The multinucleated giant cells in the esophagus that contained coincident neuronal and VZV immunoreactivities were probably derived from infected neurons, reflecting either the fusogenic properties of VZV or the phagocytic removal of neurons that VZV killed. The frequent presence of VZV late gene transcripts in the resected esophagus suggests that there is a continuing VZV infection of the esophagus. The persistent zoster in the esophageal ENS is clearly a lower grade of infection than that responsible for the previously reported perforation of the stomach5. Neurogenesis, which has been shown to occur in the adult ENS of mice and humans8 might balance a slow loss of esophageal neurons during VZV infection. The current study has made the hypothesis that VZV plays a causal role in achalasia plausible, but further evidence of causality is needed.
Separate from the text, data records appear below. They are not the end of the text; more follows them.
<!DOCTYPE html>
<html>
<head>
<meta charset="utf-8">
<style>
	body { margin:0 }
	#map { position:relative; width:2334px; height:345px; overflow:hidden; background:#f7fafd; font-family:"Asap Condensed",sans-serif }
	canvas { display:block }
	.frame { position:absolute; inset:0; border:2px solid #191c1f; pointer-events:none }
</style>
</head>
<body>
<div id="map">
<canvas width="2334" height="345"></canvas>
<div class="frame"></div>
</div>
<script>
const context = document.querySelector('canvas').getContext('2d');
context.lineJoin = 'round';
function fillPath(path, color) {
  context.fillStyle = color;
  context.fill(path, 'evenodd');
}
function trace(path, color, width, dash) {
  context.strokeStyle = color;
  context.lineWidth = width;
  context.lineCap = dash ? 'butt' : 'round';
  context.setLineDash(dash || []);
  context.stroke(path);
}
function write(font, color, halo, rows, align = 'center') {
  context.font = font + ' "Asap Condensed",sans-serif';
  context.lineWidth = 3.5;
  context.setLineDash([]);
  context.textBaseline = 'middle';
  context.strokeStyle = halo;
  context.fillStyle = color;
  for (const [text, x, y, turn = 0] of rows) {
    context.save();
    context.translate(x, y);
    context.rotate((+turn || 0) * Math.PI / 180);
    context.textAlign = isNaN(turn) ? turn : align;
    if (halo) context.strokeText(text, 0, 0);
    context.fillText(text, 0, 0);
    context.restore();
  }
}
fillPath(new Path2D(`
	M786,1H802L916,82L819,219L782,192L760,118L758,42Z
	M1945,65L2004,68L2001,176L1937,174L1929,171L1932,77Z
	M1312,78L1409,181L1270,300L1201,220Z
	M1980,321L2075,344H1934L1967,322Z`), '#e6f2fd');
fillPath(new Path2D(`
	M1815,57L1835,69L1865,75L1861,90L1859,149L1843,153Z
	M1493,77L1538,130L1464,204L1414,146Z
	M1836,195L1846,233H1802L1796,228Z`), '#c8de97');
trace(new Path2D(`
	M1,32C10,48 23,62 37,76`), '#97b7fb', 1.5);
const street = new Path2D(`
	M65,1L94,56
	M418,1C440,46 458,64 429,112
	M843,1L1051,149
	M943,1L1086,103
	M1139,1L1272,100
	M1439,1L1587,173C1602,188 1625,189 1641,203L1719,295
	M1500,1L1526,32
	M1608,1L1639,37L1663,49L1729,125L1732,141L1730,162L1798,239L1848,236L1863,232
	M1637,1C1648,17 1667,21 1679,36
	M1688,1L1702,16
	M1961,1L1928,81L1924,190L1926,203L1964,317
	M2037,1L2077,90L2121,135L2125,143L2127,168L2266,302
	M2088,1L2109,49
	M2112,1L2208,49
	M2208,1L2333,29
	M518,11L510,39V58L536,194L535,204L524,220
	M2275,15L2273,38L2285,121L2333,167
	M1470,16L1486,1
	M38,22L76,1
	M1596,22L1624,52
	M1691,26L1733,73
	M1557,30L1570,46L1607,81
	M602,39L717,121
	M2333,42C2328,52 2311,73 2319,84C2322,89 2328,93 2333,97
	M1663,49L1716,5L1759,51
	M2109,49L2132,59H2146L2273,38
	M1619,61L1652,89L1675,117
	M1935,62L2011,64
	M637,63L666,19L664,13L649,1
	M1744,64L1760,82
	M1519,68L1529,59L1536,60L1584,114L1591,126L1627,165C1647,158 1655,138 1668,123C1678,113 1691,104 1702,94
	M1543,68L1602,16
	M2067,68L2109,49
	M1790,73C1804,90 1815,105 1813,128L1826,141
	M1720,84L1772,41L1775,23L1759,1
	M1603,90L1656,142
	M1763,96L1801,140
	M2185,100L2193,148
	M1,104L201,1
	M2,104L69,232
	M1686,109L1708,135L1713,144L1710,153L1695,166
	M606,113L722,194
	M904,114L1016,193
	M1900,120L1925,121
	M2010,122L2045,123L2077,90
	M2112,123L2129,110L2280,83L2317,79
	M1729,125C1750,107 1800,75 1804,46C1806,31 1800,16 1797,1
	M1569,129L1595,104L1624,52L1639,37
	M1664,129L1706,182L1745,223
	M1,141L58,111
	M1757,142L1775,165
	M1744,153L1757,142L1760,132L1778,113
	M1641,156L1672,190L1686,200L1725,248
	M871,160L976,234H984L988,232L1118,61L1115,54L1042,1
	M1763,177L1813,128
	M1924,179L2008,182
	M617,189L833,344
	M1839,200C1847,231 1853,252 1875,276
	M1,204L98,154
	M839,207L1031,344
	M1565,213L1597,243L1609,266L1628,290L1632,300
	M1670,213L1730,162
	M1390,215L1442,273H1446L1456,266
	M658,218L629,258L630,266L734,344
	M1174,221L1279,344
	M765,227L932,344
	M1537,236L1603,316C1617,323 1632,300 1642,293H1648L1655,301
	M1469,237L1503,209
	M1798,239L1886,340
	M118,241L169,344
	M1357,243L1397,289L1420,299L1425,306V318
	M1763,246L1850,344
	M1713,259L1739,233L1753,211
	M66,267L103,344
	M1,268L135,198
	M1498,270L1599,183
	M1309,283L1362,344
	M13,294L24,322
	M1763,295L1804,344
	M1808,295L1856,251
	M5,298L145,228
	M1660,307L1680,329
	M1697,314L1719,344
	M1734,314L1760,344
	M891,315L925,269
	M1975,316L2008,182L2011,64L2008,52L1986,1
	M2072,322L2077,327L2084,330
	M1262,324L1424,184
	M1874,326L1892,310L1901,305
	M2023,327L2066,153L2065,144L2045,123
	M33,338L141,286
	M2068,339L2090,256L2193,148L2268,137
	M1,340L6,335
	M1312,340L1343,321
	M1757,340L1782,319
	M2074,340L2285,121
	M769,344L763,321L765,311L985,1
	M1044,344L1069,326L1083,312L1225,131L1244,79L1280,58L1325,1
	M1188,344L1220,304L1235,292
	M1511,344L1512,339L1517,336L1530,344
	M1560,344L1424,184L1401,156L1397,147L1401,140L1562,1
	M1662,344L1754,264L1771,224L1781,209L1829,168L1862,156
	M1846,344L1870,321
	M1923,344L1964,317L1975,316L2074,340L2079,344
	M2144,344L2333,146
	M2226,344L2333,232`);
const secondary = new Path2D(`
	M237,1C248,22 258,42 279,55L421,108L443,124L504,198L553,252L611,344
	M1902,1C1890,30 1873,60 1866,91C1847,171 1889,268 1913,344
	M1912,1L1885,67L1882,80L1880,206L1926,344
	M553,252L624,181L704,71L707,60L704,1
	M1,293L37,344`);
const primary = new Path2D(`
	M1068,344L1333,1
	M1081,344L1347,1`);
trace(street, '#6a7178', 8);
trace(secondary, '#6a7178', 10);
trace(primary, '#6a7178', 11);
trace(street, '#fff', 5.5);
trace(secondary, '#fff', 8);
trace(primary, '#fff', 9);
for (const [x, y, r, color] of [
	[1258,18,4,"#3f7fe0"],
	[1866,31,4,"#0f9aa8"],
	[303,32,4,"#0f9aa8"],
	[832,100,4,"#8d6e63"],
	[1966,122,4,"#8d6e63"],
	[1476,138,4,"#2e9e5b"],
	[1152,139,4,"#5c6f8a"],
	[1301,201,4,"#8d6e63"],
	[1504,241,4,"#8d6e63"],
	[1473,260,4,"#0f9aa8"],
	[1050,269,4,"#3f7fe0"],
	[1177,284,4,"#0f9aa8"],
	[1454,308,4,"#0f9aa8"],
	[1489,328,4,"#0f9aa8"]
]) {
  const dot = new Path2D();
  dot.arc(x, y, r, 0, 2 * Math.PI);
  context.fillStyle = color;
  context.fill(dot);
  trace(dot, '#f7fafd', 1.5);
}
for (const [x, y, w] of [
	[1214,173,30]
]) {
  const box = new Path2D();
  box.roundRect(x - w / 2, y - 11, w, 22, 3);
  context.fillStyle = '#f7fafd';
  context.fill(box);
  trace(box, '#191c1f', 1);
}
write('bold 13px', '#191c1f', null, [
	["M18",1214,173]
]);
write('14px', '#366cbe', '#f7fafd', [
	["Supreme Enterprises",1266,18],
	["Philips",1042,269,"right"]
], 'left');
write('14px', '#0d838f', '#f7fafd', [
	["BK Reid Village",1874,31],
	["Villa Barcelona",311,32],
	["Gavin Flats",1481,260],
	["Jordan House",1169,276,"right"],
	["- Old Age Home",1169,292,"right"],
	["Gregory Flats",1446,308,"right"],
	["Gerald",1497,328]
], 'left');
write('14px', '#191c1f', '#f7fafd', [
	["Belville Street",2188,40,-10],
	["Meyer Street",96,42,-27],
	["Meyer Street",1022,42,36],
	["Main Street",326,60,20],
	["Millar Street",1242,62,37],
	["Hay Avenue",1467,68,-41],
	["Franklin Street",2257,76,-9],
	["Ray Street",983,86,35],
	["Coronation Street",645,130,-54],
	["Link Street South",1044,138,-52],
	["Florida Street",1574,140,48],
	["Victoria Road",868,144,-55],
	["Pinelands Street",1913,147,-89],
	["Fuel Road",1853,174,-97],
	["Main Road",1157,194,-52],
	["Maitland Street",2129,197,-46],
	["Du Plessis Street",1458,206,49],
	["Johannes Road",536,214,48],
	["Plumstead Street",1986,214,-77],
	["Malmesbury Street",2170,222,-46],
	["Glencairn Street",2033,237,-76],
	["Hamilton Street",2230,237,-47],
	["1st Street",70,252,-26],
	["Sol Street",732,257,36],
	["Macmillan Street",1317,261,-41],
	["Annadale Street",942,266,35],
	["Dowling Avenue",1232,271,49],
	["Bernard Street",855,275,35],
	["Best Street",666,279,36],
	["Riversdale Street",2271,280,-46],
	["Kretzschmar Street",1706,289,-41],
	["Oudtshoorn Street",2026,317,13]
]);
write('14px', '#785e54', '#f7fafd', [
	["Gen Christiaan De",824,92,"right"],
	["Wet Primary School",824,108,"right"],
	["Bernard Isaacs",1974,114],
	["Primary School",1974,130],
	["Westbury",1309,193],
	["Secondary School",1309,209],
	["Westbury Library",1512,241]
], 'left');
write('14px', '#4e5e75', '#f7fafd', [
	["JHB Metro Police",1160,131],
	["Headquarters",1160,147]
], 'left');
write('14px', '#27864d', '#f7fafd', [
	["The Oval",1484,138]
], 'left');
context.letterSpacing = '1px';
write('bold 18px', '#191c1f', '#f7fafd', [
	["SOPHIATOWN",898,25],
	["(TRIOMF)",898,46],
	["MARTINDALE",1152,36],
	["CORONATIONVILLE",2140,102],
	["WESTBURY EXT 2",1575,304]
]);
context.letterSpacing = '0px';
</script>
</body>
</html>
Given the large number of ganglia in body that harbor latent VZV, it seems unlikely that a stochastic process could lead to reactivation exclusively in esophageal neurons; therefore, an additional, possibly genetic, factor is probably involved.
Supplementary Material
ACKNOWLEDGEMENTS
Funding:
This work was supported by funds from grants DK093094 from the National Institute of Diabetes and Digestive and Kidney Diseases (NIDDK), NS15547 from the National Institute of Neurological Disorders and Stroke (NINDS), and TR000445 from the National Center for Advancing Translational Sciences.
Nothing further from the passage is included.